EXERCISE DETAILS ::
Work out how many lines below hold the string "paths" and state only that figure.
------ THE DATA
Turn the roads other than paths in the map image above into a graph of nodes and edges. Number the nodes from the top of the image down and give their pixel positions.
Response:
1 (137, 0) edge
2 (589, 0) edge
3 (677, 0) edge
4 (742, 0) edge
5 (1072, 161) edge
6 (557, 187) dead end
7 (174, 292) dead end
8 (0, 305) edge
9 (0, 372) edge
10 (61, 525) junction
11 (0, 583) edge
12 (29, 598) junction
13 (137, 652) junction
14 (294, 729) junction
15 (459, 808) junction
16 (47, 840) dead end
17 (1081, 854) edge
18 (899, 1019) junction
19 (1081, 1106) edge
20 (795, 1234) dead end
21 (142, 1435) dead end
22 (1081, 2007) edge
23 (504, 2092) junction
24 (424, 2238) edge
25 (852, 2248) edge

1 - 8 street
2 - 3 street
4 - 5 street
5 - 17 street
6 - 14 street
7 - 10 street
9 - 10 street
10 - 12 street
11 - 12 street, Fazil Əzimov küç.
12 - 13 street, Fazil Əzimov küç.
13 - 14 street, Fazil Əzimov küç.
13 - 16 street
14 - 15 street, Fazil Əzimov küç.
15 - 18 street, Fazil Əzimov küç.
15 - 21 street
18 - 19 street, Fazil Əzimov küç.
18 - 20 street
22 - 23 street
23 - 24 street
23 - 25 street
------------
------ THE DATA
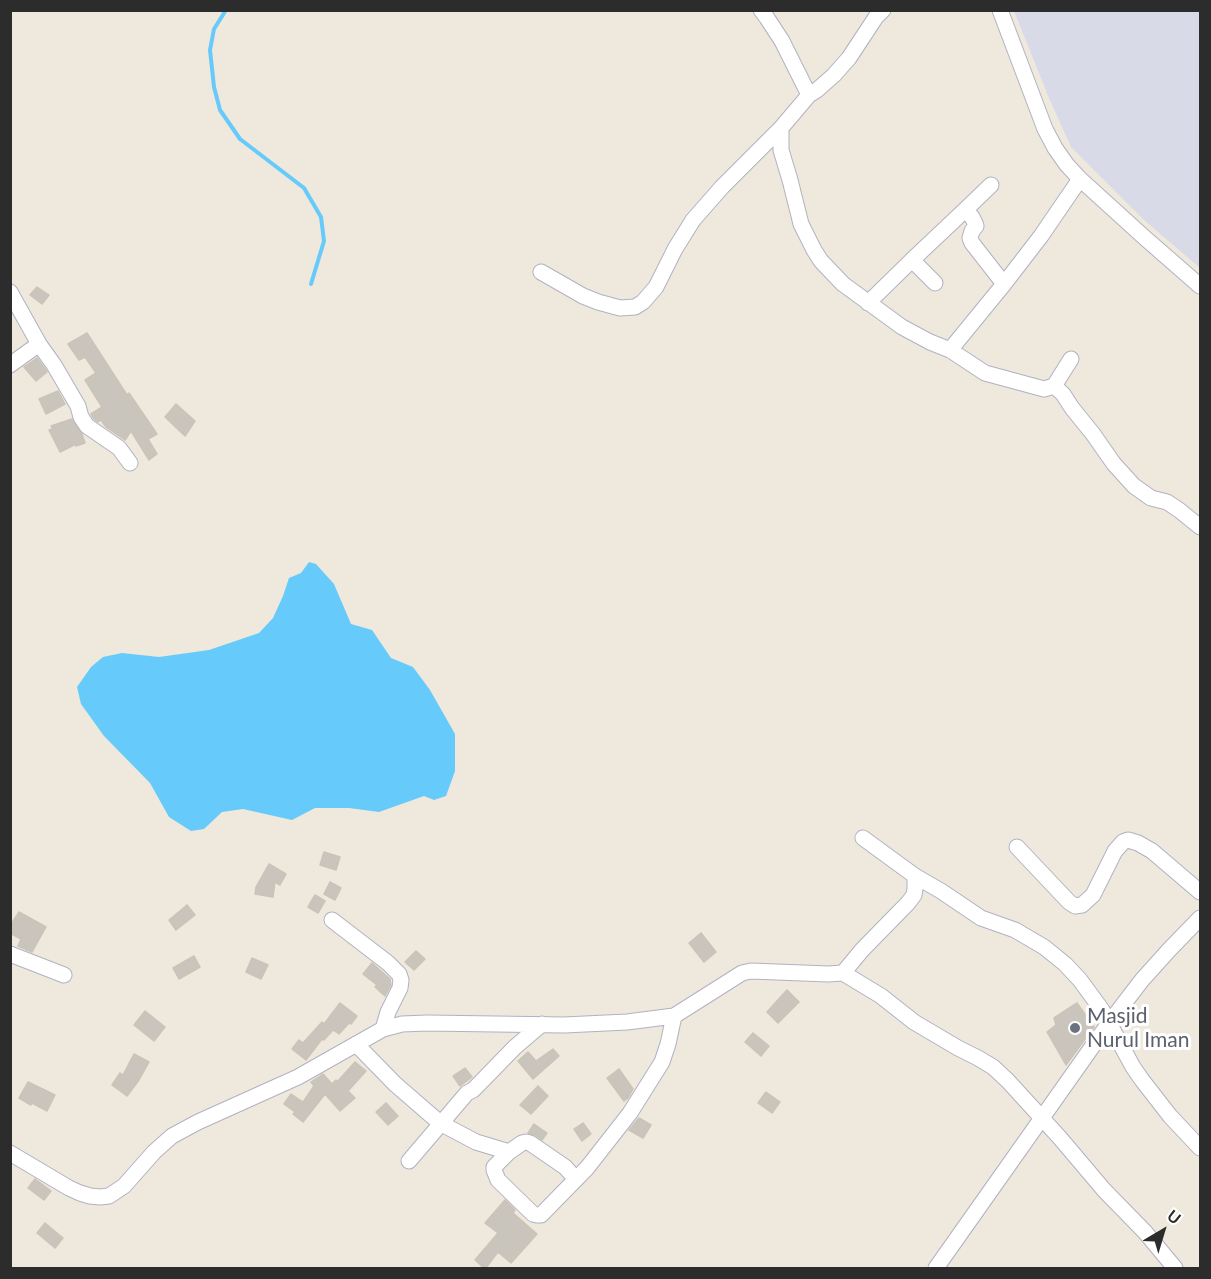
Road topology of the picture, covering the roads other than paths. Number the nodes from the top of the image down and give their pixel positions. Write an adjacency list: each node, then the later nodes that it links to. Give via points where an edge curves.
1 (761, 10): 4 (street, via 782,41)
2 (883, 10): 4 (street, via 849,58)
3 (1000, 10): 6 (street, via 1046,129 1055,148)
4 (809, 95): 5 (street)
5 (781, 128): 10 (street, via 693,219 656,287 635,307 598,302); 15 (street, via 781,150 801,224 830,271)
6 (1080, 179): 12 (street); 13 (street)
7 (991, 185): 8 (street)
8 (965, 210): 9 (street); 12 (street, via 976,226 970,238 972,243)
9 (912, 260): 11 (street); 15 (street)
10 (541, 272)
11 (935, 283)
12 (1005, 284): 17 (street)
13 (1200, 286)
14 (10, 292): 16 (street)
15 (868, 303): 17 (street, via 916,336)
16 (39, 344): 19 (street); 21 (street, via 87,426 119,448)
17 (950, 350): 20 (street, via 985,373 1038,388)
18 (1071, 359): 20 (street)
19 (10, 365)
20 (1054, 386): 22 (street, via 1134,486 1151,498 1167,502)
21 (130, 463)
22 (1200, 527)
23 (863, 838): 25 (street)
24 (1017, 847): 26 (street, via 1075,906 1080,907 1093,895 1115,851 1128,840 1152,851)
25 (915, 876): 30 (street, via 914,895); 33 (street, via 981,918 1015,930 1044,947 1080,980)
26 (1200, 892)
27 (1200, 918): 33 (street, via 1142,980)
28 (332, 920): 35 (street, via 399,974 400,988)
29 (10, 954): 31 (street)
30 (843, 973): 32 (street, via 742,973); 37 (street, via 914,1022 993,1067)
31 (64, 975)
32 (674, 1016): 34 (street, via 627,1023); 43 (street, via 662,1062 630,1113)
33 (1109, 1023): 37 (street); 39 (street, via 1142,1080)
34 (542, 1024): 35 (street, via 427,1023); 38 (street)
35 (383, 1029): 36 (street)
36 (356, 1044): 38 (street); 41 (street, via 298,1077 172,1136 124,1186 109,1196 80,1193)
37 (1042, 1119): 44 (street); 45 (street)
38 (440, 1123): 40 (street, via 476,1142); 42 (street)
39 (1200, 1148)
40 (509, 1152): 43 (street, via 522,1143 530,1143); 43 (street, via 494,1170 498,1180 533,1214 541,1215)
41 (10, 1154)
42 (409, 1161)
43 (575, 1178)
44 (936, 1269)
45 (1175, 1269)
------------
SOLUTION TO THIS PROBLEM ::
2